A BIOGRAPHICAL PERSPECTIVE(1)
Allison Davis was born in Washington, D.C., on October 10, 1902. He grew up at a time in U.S. history when the country was experiencing economic prosperity and tremendous social change. Having shown an abundance of academic promise while in high school, Davis enrolled at Williams College in Massachusetts in 1920. He continued to excel academically at Williams, where he majored in English and graduated summa cum laude in 1924 with a bachelor of arts degree. Encouraged by his academic success as an undergraduate, Davis applied for and was accepted as a graduate student at Harvard University in 1924, where he received a master's degree in English in 1925.
Between 1925 and 1932, Davis taught English Literature at Hampton Institute (now University) in Virginia and was a research associate at Yale University's Institute for Human Relations.
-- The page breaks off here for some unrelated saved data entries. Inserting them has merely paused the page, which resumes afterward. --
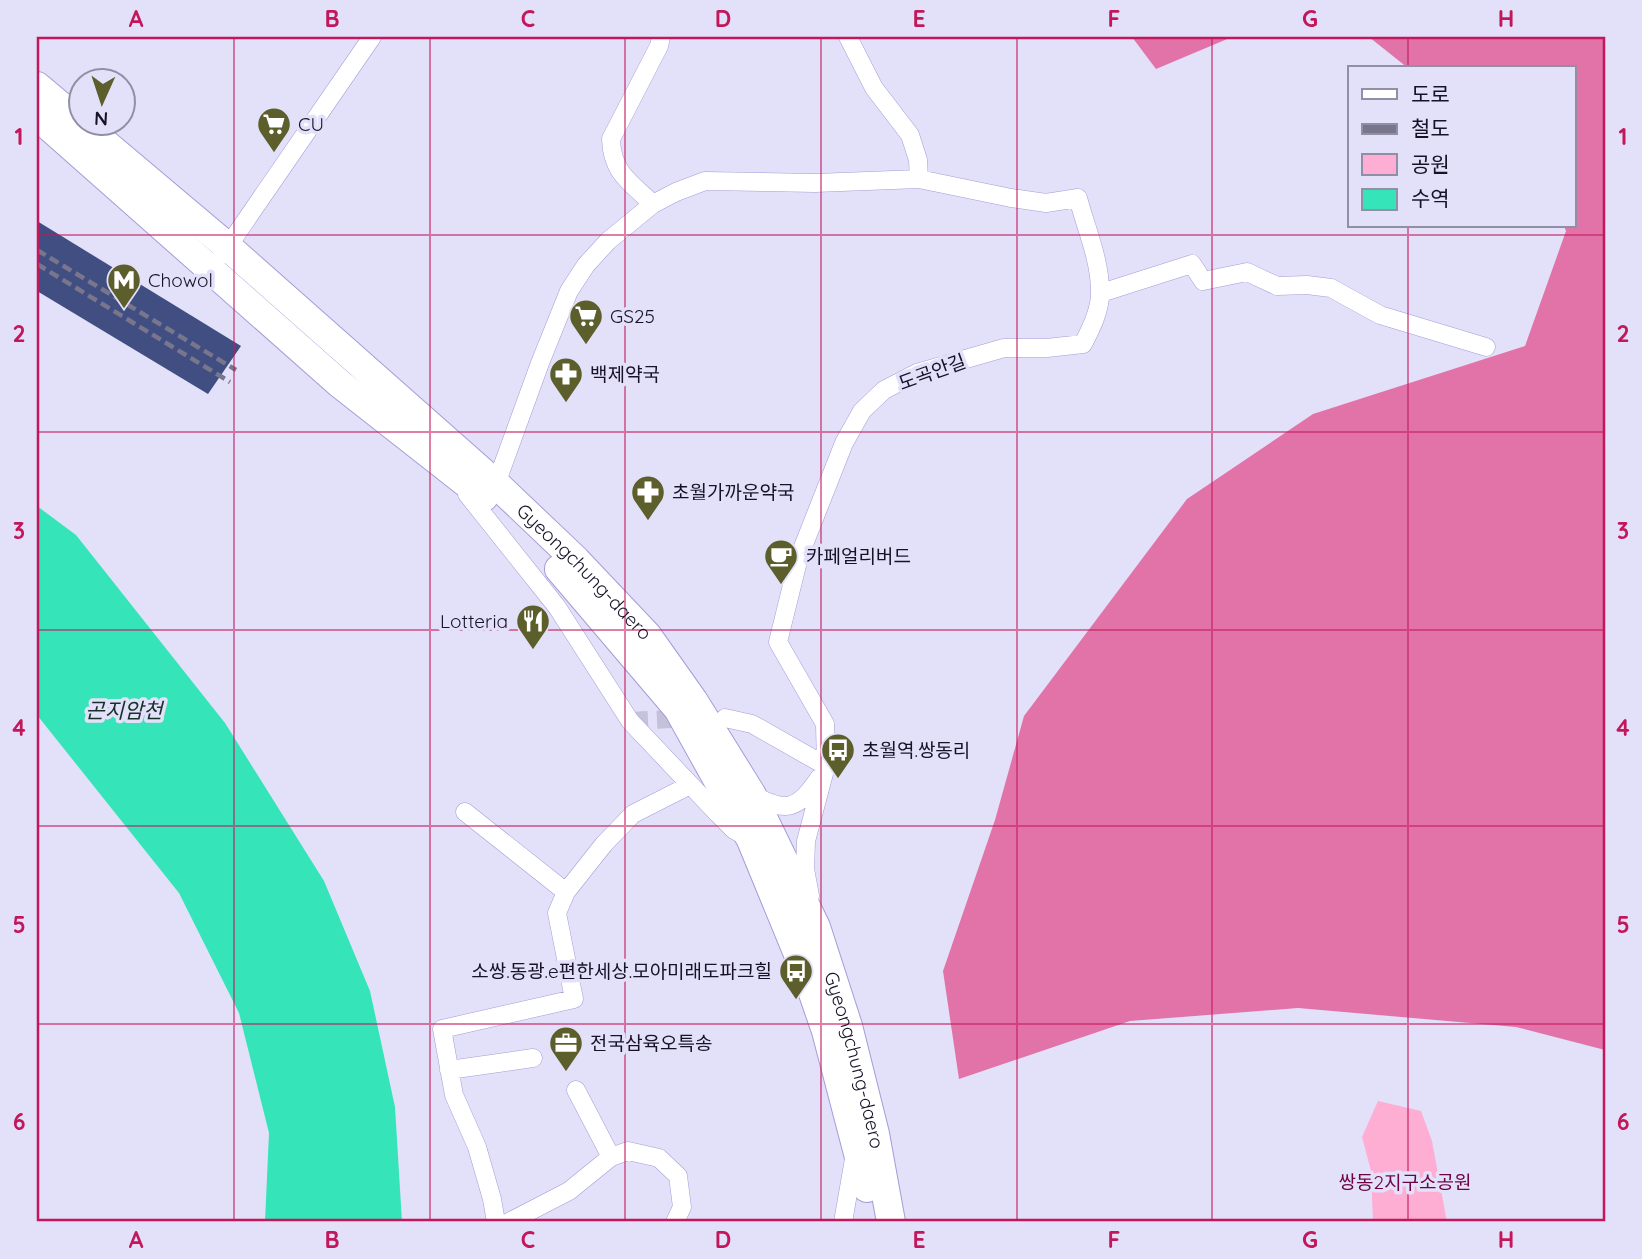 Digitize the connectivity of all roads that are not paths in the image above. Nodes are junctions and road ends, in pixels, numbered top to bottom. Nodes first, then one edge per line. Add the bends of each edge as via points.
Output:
1 (372, 37) edge
2 (661, 37) edge
3 (848, 37) edge
4 (37, 86) edge
5 (37, 116) edge
6 (919, 179) junction
7 (653, 204) junction
8 (220, 258) junction
9 (1101, 293) junction
10 (243, 297) junction
11 (307, 318) junction
12 (1486, 348) dead end
13 (431, 456) junction
14 (496, 484) junction
15 (725, 718) dead end
16 (826, 766) junction
17 (690, 785) junction
18 (752, 795) junction
19 (465, 812) dead end
20 (751, 840) junction
21 (566, 892) junction
22 (816, 927) junction
23 (533, 1058) dead end
24 (449, 1070) junction
25 (576, 1090) dead end
26 (855, 1138) junction
27 (611, 1157) junction
28 (496, 1222) edge
29 (509, 1222) edge
30 (675, 1222) edge
31 (843, 1222) edge
32 (873, 1222) edge
33 (891, 1222) edge

1 - 8 street
2 - 7 street via 611,139 617,169
3 - 6 street via 874,88 910,135
4 - 8 main road, Gyeongchung-daero
5 - 8 main road, Gyeongchung-daero
6 - 7 street via 705,181
6 - 9 street, 도곡안길 via 1046,203 1078,198
7 - 14 street via 608,241 569,291
8 - 10 main road, Gyeongchung-daero
8 - 11 main road, Gyeongchung-daero
9 - 12 street via 1192,264 1203,281 1247,272 1278,286 1331,288 1380,315
9 - 16 street, 도곡안길 via 1083,344 1004,348 917,373 884,390 862,411 844,443 799,557 778,642 825,724
10 - 11 main road via 255,293 285,315
10 - 13 main road, Gyeongchung-daero via 340,384
11 - 14 main road, Gyeongchung-daero
13 - 17 street via 482,511 557,607 630,722
13 - 20 main road, Gyeongchung-daero via 491,503 564,573 634,655 678,709
14 - 18 main road, Gyeongchung-daero via 576,559 647,635
15 - 16 street via 752,724
16 - 18 street via 807,795 793,805 773,806
16 - 22 street, 도곡안길 via 806,841 805,869
17 - 20 street via 734,830
17 - 21 street via 633,814
18 - 22 main road, Gyeongchung-daero
19 - 21 street
20 - 26 main road, Gyeongchung-daero via 807,976
21 - 24 street via 557,913 574,999 442,1028
22 - 33 main road, Gyeongchung-daero via 848,1026
23 - 24 street
24 - 28 street via 454,1095 477,1147
25 - 27 street
26 - 31 street
26 - 32 main road, Gyeongchung-daero
27 - 29 street via 569,1191
27 - 30 street via 628,1151 659,1158 678,1176 682,1207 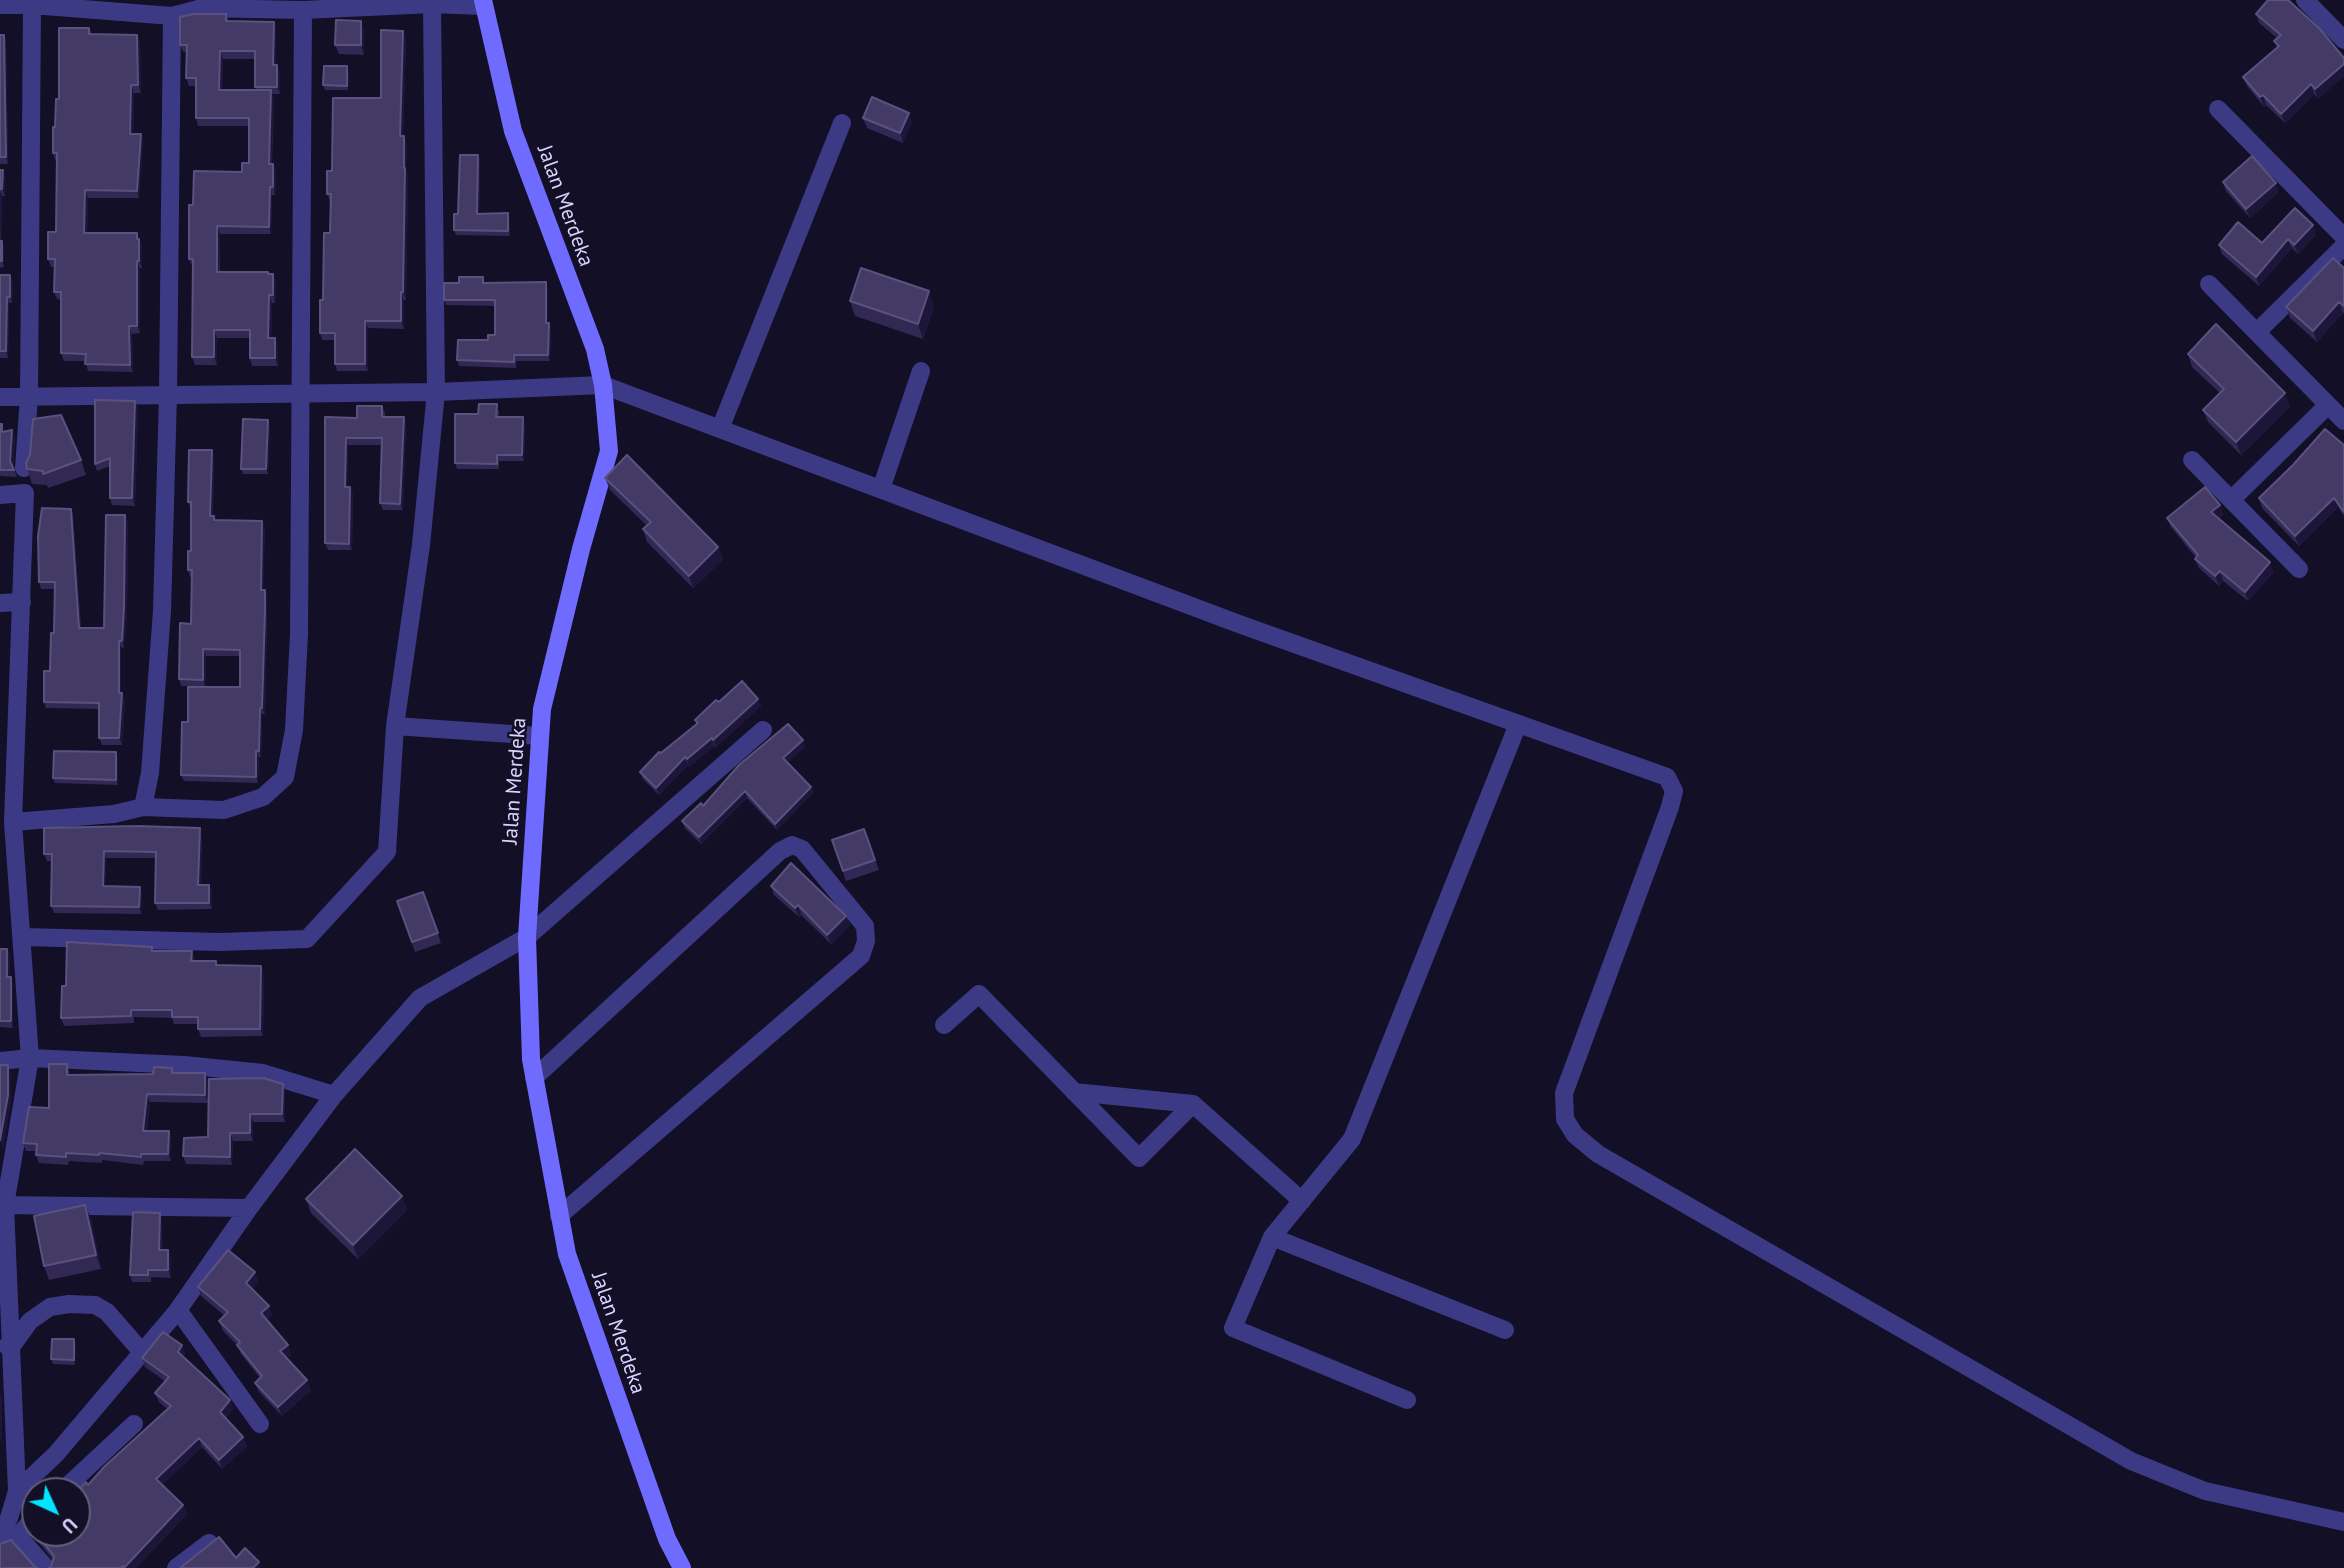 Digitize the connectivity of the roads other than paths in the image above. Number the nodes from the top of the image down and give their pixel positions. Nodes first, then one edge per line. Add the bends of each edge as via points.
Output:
1 (2305, 0) edge
2 (483, 3) edge
3 (199, 4) edge
4 (331, 4) edge
5 (432, 4) junction
6 (0, 5) edge
7 (32, 5) junction
8 (303, 10) junction
9 (172, 16) junction
10 (2344, 40) edge
11 (2218, 109) dead end
12 (842, 123) dead end
13 (2344, 237) edge
14 (2344, 246) edge
15 (2209, 284) dead end
16 (2257, 332) junction
17 (921, 371) dead end
18 (603, 385) junction
19 (436, 392) junction
20 (299, 393) junction
21 (168, 395) junction
22 (29, 396) junction
23 (0, 397) edge
24 (2328, 405) junction
25 (2344, 421) edge
26 (720, 429) junction
27 (2192, 460) dead end
28 (24, 468) edge
29 (881, 489) junction
30 (0, 495) edge
31 (2231, 500) junction
32 (2299, 569) dead end
33 (22, 602) junction
34 (0, 603) edge
35 (1518, 724) junction
36 (395, 726) junction
37 (762, 730) dead end
38 (540, 736) junction
39 (143, 807) junction
40 (13, 822) junction
41 (23, 937) junction
42 (527, 937) junction
43 (944, 1025) dead end
44 (30, 1058) junction
45 (0, 1061) edge
46 (534, 1078) junction
47 (1074, 1092) junction
48 (334, 1095) junction
49 (1193, 1104) junction
50 (1302, 1201) junction
51 (3, 1205) edge
52 (249, 1208) junction
53 (559, 1216) junction
54 (1272, 1237) junction
55 (178, 1310) junction
56 (1505, 1330) dead end
57 (6, 1346) edge
58 (142, 1351) junction
59 (1407, 1400) dead end
60 (134, 1424) dead end
61 (260, 1424) dead end
62 (8, 1472) edge
63 (77, 1477) edge
64 (17, 1492) junction
65 (2344, 1522) edge
66 (21, 1527) edge
67 (6, 1537) edge
68 (209, 1543) edge
69 (46, 1568) edge
70 (176, 1568) edge
71 (682, 1568) edge

1 - 10 street
2 - 5 street
2 - 18 street, Jalan Merdeka via 513,131 595,349
3 - 8 street
3 - 9 street
4 - 5 street
4 - 8 street
5 - 19 street
6 - 7 street
7 - 9 street
7 - 22 street
8 - 20 street
9 - 21 street
11 - 13 street
12 - 26 street
14 - 16 street
15 - 16 street
16 - 24 street
17 - 29 street
18 - 19 street
18 - 26 street
18 - 38 street, Jalan Merdeka via 609,451 545,695
19 - 20 street
19 - 36 street via 421,545
20 - 21 street
20 - 39 street via 299,634 294,730 285,777 263,797 224,810
21 - 22 street
21 - 39 street via 162,611 150,773
22 - 23 street
22 - 28 street
24 - 25 street
24 - 31 street
26 - 29 street
27 - 31 street
29 - 35 street
30 - 33 street via 25,493
31 - 32 street
33 - 34 street
33 - 40 street
35 - 50 street via 1352,1139
35 - 65 street via 1667,778 1674,791 1564,1093 1565,1119 1575,1135 1598,1154 2131,1461 2205,1491
36 - 38 street
36 - 41 street via 387,852 307,939 220,942
37 - 42 street
38 - 42 street, Jalan Merdeka
39 - 40 street via 114,814
40 - 41 street
41 - 44 street
42 - 46 street, Jalan Merdeka
42 - 48 street via 420,998
43 - 47 street via 979,994
44 - 45 street
44 - 48 street via 263,1073
44 - 51 street
46 - 53 street, Jalan Merdeka
46 - 53 street via 780,851 792,845 802,849 865,926 861,956
47 - 49 street
47 - 49 street via 1139,1158
48 - 52 street
49 - 50 street
50 - 54 street
51 - 52 street
51 - 57 street
52 - 55 street
53 - 71 street, Jalan Merdeka via 567,1254 667,1539
54 - 56 street
54 - 59 street via 1233,1328
55 - 58 street
55 - 61 street
57 - 58 street via 50,1307 95,1305
57 - 62 street
58 - 64 street via 56,1454
60 - 63 street
62 - 64 street
64 - 67 street
66 - 67 street
67 - 69 street
68 - 70 street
One of his most renowned students at Hampton was St. Clair Drake, who became a noted sociologist. In 1932, Davis returned to Harvard to pursue another master's degree in anthropology. After completing his studies at Harvard, Davis was awarded a fellowship from the Julius Rosenwald Fund that enabled him to study at the London School of Economics under the direction of Bronislaw Malinowski, author of Magic, Science and Religion (1948), and Lancelot Hogben, author of Political Arithmetic (1938).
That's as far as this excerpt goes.